2. Practice Regularly

  • Apply what you learn in small projects. Start by creating simple web pages and incrementally increase complexity.
  • Use platforms like CodePen or JSFiddle to experiment with HTML and share your work for feedback.
  • Even spending as little as 2-4 hours daily can be enough to build your coding skills quickly. Career Karma suggests that steady, consistent practice is necessary to grasp HTML’s capabilities fully.
  • Make good use of comprehensive guides and interactive platforms like Berkeley Boot Camp which elucidate what you need to know before starting to code.

3. Learn HTML5

  • HTML5 is the new standard of HTML. Dive into HTML5 specifics to understand semantic tags (<header>, <footer>, <article>, <section>, etc.), form enhancements, new input types, and multimedia handling (like <video> and <audio> elements).
  • When you start to feel more confident, learn the APIs introduced in HTML5, such as Geolocation, Drag and Drop, Local Storage, etc.

4. Understand SEO Best Practices

  • Learn how to structure your HTML to support SEO rankings in Google and Bing, including using headings, meta tags, alt text for images, and schema markup. I’ll cover SEO for content creators in a future article, so please subscribe to hear about it first.

5. Incorporate Accessibility

6. Follow Web Standards and Best Practices

  • Stay updated with the World Wide Web Consortium (W3C) standards. W3C are the official organisation that sets HTML and CSS standards.
  • Write clean, well-organised, and commented code that follows these best practices.

7. Explore Frameworks and Libraries

  • While not directly related to HTML, understanding how frameworks like Bootstrap or libraries like jQuery interact with HTML can make you more versatile.

8. Keep Learning and Staying Updated

  • The web is always evolving. Follow blogs, join forums, and participate in communities like Stack Overflow or Reddit’s web development spaces.
  • Subscribe to newsletters and follow influencers in web development to stay updated on new trends and technologies.

9. Teach Others What You Learn

  • Share your knowledge as you learn through blogging, creating tutorials, YouTube videos or mentoring. Teaching is a powerful way to deepen your understanding and refine your skills.

10. Build Real Projects

  • Work on real-world projects. This could be your idea or contributing to open-source projects. Why not donate your time to a local charity that needs its website improved? There’s no substitute for learning from tackling real-life web development challenges.

11. Review and Refactor

  • Regularly review and refactor (update, refine and optimise) your code. Try to optimise and clean up your projects. This will help reinforce new best practices learned and lead to a deeper understanding of efficient HTML coding.

12. Learn the Associated Technologies

  • As briefly mentioned earlier, to truly excel in HTML, you should also understand CSS and JavaScript and how they interact and enhance the core HTML content of web pages. These technologies static, vanilla HTML into dynamic, responsive, and visually engaging web pages.
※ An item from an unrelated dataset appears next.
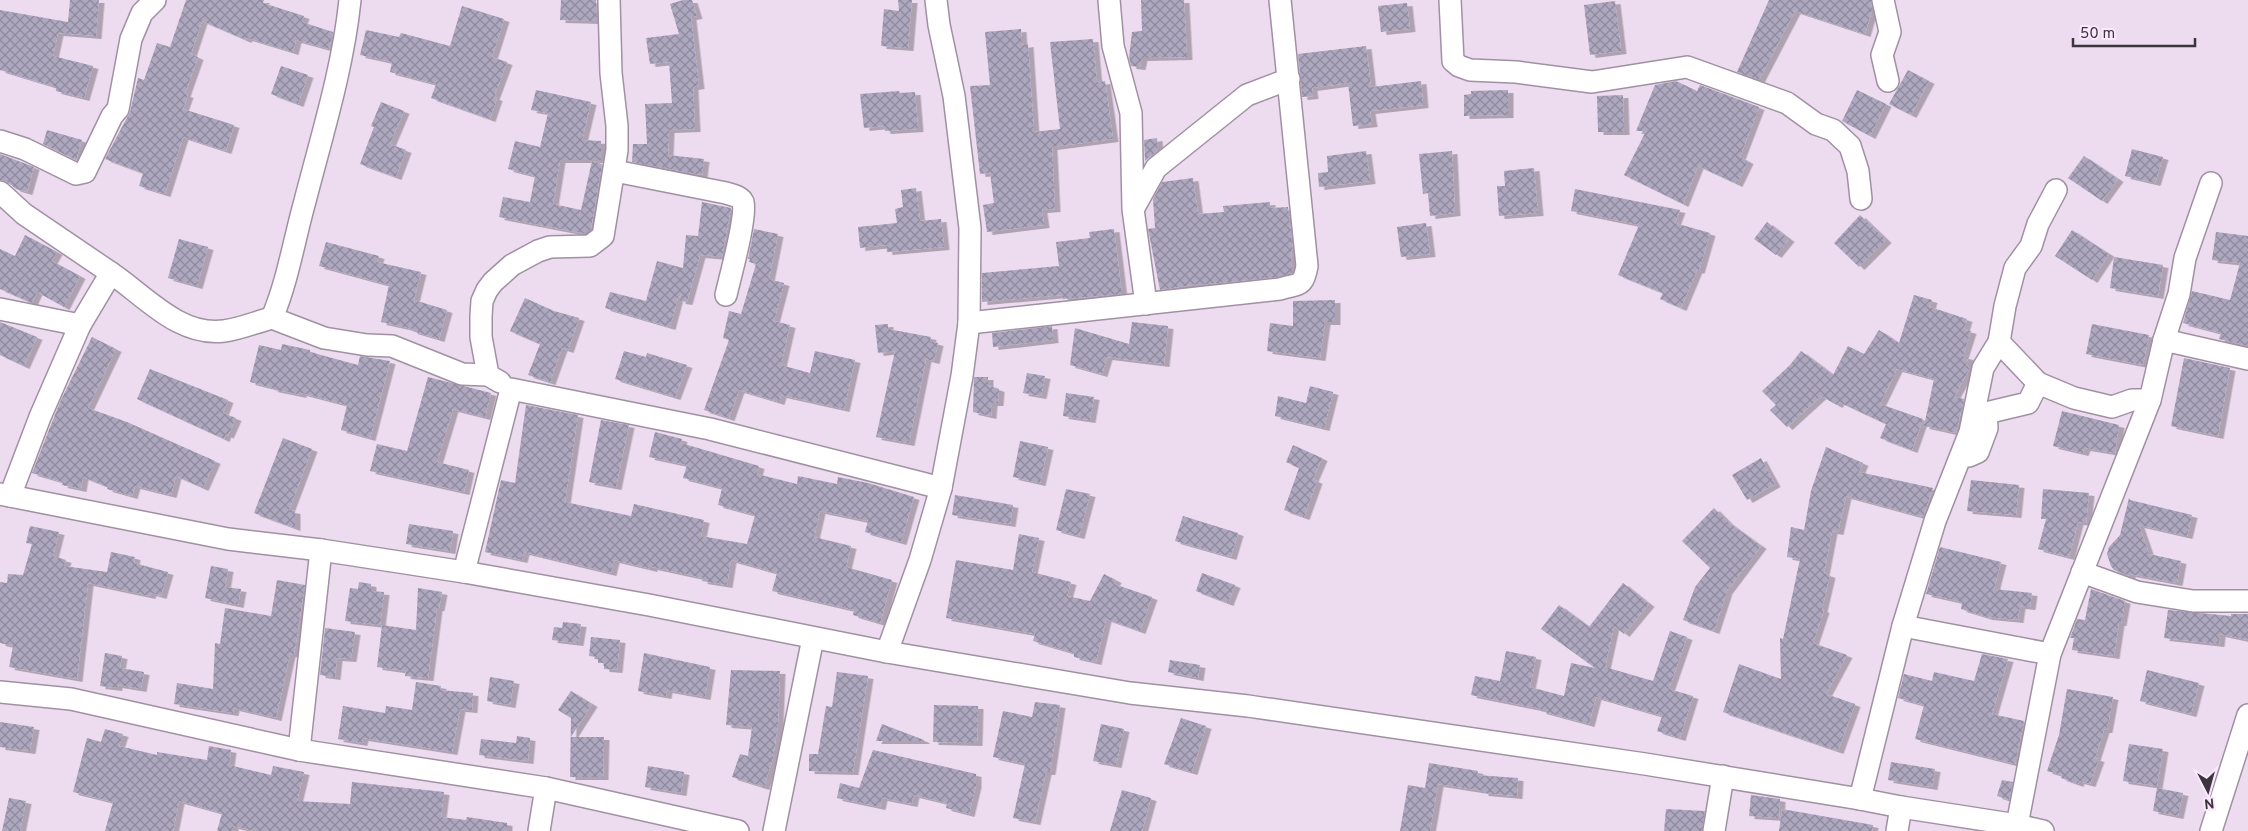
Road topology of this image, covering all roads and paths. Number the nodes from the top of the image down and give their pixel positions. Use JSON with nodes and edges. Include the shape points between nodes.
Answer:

Becoming “really good” at HTML isn’t just about memorising tags or attributes; it is to understand how HTML fits into the broader context of web development and how it can improve your journey as a content creator

By following these steps, embracing continuous learning, and applying your knowledge to real-world scenarios, you’ll develop a strong command over HTML and lay a solid foundation for advanced web development skills.

How Can I Become an Expert in HTML and CSS?

Starting with HTML builds the foundation necessary to become proficient HTML conent creator. Here’s a pathway from beginner to pro:

1. Deep Dive into Advanced CSS and HTML Techniques

  • Explore the intricacies of CSS grid layouts, flexbox, custom properties (CSS variables), and advanced selectors. Understand the critical aspects of shadow DOM and how it interacts with HTML.

2. Optimise for Performance and Loading Speed

  • Learn techniques to make your HTML and CSS code functional and efficient. This includes understanding how to minimize file sizes, implement lazy loading for media, and optimise critical rendering paths.

3. Contribute Your Code to Developer Communities

  • Active participation in developer communities can provide insights into common challenges and innovative solutions. Engage in code reviews and discussions on platforms beyond Stack Overflow and Reddit, like GitHub or specialized web development forums.

4. Advanced SEO Techniques

  • Go beyond the basics of SEO; understand how to implement structured data (schema.org) to enhance HTML pages for search engines. Learn about the latest SEO trends and how they influence HTML structure and content strategy.

5. Master CSS Architecture

  • Learn about CSS architecture patterns like BEM, SMACSS, or OOCSS. Understanding how to structure your CSS efficiently can significantly improve maintainability and scalability of web projects.

6. Experiment with Preprocessors

  • Delve into CSS preprocessors like Sass or LESS. These tools introduce variables, mixins, and functions to CSS, allowing for more dynamic styling solutions that are easier to manage.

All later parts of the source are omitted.